In Romans 6.9-11, we are reminded that Our Lord’s real human death is unrepeatable and has resulted in His ultimate physical glorification and immortality: because Christ destroyed death by His own death, to which He was freely and voluntarily subject, His risen humanity, body and soul, is forever victorious over death. Now for all eternity Christ lives, Christ conquers, Christ reigns – and we shall live, conquer and reign because of Him, in Him and through Him and for Him. Christ has destroyed the power of sin through death, and, thus united to Him in His death, we shall overcome sin and live forever in Him.

In I Corinthians 15.20-22, Saint Paul uses the ancient Jewish liturgy to explain the mystery of the Resurrection. In ancient Israel, the first portion of a crop was offered to God in the Temple as a consecration of the entire expected harvest to come (Leviticus 23.10-14); so the Lord Jesus is the first of many to be raised in glory, and His resurrection Body is an offering that ensures a whole harvest of believers will be raised to eternal life as He was. The contrast of Adam and Christ demonstrates the power and impact of Our Lord’s Resurrection. Death is the result of sin. Sin began with and in Adam, and because of Adam’s transgression, the totality of the human race since has been destined to enter the world alienated from God and to die. Christ saves us from death, because His victory over sin reverses the disobedience and consequences of Adam’s fall and provides us with the promise that our fallen and mortal bodies, once broken by sin, will be raised to eternal glory and new life. Christ, the New Man, the New Adam, the New Creation, restores us to communion with God by His glorification and healing of our human nature. Adam was the head of a wounded and corrupted humanity; Christ is the Head of the New Creation, the Church.

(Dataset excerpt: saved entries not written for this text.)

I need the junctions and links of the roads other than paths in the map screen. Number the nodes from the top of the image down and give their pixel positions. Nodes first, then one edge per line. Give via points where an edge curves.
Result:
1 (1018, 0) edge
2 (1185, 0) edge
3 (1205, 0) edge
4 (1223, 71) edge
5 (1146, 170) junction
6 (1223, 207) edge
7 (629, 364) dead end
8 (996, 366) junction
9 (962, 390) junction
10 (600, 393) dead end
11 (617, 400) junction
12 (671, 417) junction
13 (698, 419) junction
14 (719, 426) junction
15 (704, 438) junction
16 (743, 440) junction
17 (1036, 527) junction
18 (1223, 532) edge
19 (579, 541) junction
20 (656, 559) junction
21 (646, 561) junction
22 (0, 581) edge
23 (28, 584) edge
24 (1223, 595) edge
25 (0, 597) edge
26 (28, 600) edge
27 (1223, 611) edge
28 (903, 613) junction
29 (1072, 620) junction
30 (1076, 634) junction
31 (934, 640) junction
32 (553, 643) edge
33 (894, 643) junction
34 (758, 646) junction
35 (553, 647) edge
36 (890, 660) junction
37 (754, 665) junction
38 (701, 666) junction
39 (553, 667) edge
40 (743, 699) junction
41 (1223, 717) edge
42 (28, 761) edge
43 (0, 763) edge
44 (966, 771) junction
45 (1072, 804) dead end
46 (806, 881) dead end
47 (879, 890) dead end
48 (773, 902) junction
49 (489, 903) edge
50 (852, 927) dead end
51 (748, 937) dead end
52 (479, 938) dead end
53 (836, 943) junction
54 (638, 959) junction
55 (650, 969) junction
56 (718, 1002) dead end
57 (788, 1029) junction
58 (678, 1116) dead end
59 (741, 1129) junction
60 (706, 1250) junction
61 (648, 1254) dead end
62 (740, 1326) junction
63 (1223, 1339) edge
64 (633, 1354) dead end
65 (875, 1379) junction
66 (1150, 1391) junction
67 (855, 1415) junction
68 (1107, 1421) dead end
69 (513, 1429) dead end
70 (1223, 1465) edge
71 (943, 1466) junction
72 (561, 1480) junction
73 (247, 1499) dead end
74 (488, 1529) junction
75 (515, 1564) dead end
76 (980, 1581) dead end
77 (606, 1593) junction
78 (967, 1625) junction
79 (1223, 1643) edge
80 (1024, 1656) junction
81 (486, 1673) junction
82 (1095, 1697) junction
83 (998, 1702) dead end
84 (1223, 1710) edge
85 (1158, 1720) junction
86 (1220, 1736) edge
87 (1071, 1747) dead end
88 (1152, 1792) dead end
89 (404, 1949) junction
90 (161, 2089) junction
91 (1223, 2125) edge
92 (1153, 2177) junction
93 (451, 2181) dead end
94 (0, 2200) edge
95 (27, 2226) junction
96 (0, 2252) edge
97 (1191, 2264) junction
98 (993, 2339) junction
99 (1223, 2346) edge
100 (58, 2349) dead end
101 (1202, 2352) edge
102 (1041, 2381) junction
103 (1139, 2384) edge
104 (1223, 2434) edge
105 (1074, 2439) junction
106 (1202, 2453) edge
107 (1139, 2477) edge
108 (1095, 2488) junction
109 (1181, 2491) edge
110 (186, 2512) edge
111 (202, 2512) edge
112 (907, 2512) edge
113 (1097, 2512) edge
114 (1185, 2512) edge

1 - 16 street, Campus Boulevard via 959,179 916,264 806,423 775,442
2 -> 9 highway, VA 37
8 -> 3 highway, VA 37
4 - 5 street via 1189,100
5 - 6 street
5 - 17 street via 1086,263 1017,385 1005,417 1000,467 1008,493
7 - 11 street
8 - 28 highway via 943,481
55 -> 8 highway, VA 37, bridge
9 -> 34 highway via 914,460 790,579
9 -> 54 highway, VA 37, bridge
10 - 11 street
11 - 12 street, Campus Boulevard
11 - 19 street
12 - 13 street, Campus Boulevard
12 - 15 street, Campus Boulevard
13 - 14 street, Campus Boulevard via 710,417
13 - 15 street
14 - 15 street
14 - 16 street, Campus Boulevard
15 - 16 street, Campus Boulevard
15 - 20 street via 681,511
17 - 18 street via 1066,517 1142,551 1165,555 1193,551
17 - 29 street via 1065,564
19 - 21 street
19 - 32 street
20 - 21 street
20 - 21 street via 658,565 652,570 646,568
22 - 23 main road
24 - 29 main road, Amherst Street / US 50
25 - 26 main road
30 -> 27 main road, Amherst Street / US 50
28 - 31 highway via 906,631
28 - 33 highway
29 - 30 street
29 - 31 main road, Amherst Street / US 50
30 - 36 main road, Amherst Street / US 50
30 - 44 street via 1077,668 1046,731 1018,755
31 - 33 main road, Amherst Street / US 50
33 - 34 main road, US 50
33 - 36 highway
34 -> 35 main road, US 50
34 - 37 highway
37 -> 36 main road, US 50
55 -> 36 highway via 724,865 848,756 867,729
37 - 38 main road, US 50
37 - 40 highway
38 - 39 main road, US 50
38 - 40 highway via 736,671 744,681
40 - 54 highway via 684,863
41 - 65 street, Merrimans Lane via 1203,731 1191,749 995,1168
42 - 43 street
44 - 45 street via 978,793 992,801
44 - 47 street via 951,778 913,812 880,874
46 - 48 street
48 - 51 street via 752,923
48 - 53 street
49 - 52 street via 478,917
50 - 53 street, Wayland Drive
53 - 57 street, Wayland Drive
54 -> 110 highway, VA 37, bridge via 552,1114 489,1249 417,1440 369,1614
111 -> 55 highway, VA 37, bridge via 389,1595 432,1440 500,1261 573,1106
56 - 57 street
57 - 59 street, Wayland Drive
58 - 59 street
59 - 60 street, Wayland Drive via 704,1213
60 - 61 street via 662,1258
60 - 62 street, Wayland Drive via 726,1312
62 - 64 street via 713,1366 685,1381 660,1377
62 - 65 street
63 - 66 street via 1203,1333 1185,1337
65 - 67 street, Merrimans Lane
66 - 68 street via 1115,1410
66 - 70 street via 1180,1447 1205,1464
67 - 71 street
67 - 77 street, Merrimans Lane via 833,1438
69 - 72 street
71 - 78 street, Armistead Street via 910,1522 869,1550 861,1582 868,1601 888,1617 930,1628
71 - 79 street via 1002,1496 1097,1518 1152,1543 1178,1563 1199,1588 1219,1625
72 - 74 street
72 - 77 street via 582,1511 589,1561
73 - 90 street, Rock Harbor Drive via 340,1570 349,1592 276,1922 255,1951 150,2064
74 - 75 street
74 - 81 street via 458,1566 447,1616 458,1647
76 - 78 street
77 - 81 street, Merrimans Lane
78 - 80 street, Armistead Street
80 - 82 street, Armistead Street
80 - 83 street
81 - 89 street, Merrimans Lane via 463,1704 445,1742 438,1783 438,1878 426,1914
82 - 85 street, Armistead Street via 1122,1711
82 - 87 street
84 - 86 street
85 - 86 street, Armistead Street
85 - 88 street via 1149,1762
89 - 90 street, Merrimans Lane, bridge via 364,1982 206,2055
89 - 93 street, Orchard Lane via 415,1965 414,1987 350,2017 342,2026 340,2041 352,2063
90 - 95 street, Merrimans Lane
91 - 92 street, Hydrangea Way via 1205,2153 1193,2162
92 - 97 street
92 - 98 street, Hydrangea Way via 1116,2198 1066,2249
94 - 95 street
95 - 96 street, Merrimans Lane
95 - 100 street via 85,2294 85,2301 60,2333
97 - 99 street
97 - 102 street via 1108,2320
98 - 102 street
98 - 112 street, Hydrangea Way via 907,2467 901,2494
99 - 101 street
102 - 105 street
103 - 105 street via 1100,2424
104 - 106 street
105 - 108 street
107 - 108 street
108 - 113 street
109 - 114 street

And finally, as we ready our hearts and souls for the Resurrection of Our Lord, let us compare the biblical theology and profound eloquence of the Easter Canticle in the Prayer Book tradition with another truly exquisite liturgical hymn for Easter Day, that composed by Saint John of Damascus, the Seal of the Fathers and the last great synthesiser of Christian theology who died in AD 750, the Canon of Easter as found in the Eastern Rite:

It is the Day of Resurrection! Let us be radiant, O people! Easter! The Lord's Easter! For Christ our God has brought us from death to life, and from earth unto heaven, as we sing triumphant hymns! Let us purify our senses and we shall behold Christ, radiant with inaccessible light of the Resurrection, and shall hear Him saying clearly, ‘Rejoice!’ As we sing the triumphant hymns, let heavens rejoice in a worthy manner, the earth be glad, and the whole world, visible and the invisible, keep the Feast. For Christ our eternal joy has risen! Come let us drink a new beverage, not miraculously drawn from a barren rock, but the fountain of Incorruption springing from the tomb of Christ in whom we are established. Now all things are filled with light: heaven and earth, and the nethermost regions. So let all creation celebrate the Resurrection of Christ, whereby it is established. Yesterday, O Christ, I was buried with Thee, and today I arise with thy arising. Yesterday I was crucified with Thee. Glorify me, O Saviour, with Thee in thy Kingdom. When at dawn, the women with Mary came and found the stone rolled away from the sepulchre, they heard from the angel: Why seek among the dead, as if He were a mortal man, Him who lives in everlasting light? Behold the grave-clothes. Run and tell the world that the Lord is risen, and has slain death. For He is the Son of God who saves mankind…

Alleluia! Christ is risen! The Lord is risen indeed! Alleluia! May the Lord Jesus Christ, our True God, the Lamb slain from the foundation of the world and risen from the dead, bless you and all you love in the coming Eastertide!

1 comment:

Death Bredon said...

Excellent post. Would that every Anglican Easter service included the Easter Canticle.